Wakil Menteri Keuangan Suahasil Nazara buka-bukaan alasan utama pemerintah mematok target penerimaan pajak sebesar Rp 1.718 triliun pada tahun ini, atau hanya tumbuh 0,07% dari realisasi pada 2022 sebesar Rp 1.716,8 triliun.
Menurut dia, ini merupakan bentuk kehati-hatian pemerintah dalam mendesain anggaran pendapatan dan belanja negara (APBN) di tengah perekonomian dunia yang masih penuh dengan ketidakpastian, terutama disebabkan oleh anjloknya harga-harga komoditas.
"Pertumbuhan target pajak tidak terlalu tinggi, cukup moderat dan kita yakin bisa lakukan, namun bukan berarti pasti kita dapatkan karena ini harga komoditas bergerak dan lebih spesifiknya turun dibanding 2022, tapi ketidakpastian tinggi," kata Suahasil, Jumat (13/1/2023).
Oleh sebab itu, ia mengaku, dalam menjalankan APBN pada tahun ini akan dilakukan secara cermat oleh Kementerian Keuangan sambil terus mengantisipasi berbagai perkembangan ekonomi di tingkat global maupun domestik. Ia pun tak memungkiri penyesuaian bisa saja dilakukan nantinya.
"Semua tau, dunia usaha, dan masyarakat, di Kementerian Keuangan, kita, termasuk disiplin melaporkan setiap bulan, kita pastikan angka-angka itu kita dudukan, dan kita lihat progresnya sehingga kita bisa lakukan adjustment kalau diperlukan," ujar Suahasil.
Ia pun mengungkapkan sejumlah risiko yang harus dihadapi dalam mengumpulkan pajak pada tahun ini, selain karena risiko harga komoditas yang turun, ia mengatakan tidak ada lagi Program Pengungkapan Sukarela (PPS) yang pada 2022 mampu memberikan sumbangan ke APBN sebesar Rp 60,76 triliun.

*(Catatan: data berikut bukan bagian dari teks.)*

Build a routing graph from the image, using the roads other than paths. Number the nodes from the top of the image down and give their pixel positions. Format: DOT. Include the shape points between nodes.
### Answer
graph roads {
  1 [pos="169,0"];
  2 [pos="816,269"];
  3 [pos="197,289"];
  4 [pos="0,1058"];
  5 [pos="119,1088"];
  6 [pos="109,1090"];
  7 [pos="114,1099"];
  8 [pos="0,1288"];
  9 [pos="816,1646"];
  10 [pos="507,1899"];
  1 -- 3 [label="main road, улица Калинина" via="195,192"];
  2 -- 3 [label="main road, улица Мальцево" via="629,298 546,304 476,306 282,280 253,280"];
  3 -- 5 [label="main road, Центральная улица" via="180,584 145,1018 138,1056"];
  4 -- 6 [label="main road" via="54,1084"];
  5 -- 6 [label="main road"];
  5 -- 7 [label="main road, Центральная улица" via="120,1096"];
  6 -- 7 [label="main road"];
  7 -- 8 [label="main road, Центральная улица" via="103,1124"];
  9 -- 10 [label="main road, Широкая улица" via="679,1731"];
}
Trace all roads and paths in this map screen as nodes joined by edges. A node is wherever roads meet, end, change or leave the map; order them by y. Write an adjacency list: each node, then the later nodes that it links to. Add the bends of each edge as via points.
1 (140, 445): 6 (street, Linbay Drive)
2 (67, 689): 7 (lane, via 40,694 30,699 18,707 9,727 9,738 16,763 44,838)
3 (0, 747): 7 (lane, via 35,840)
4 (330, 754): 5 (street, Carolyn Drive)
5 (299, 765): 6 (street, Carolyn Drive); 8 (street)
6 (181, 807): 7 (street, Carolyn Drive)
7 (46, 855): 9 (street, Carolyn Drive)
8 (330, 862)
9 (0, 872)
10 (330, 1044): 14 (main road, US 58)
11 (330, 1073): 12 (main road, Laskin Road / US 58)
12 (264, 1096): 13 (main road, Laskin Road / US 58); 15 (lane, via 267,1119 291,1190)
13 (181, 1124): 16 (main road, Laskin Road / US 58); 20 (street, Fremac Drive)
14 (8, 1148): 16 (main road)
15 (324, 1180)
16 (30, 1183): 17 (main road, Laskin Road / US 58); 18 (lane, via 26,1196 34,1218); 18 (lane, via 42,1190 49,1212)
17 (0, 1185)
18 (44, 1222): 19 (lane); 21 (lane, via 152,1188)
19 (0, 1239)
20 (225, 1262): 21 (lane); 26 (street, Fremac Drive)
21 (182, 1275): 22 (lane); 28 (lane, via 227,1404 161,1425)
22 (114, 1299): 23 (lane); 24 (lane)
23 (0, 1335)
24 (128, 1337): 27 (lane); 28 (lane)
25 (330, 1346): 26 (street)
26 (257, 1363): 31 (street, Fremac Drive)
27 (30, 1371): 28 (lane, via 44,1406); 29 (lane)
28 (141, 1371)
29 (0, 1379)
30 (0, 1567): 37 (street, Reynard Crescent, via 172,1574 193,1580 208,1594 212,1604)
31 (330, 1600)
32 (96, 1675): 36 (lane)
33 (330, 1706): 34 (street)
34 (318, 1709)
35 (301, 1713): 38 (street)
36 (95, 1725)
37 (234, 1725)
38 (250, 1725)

"Itu ada penerimaan yang kita anggap tidak akan terulang di 2023, khususnya Program PPS Rp 60 triliun lebih di 2022, kan enggak ada lagi di 2023 jadi pasti enggak ada penerimaan itu. Karena itu kita akan sangat cautious, tapi kita optimis itu bisa kita dapatkan," tuturnya.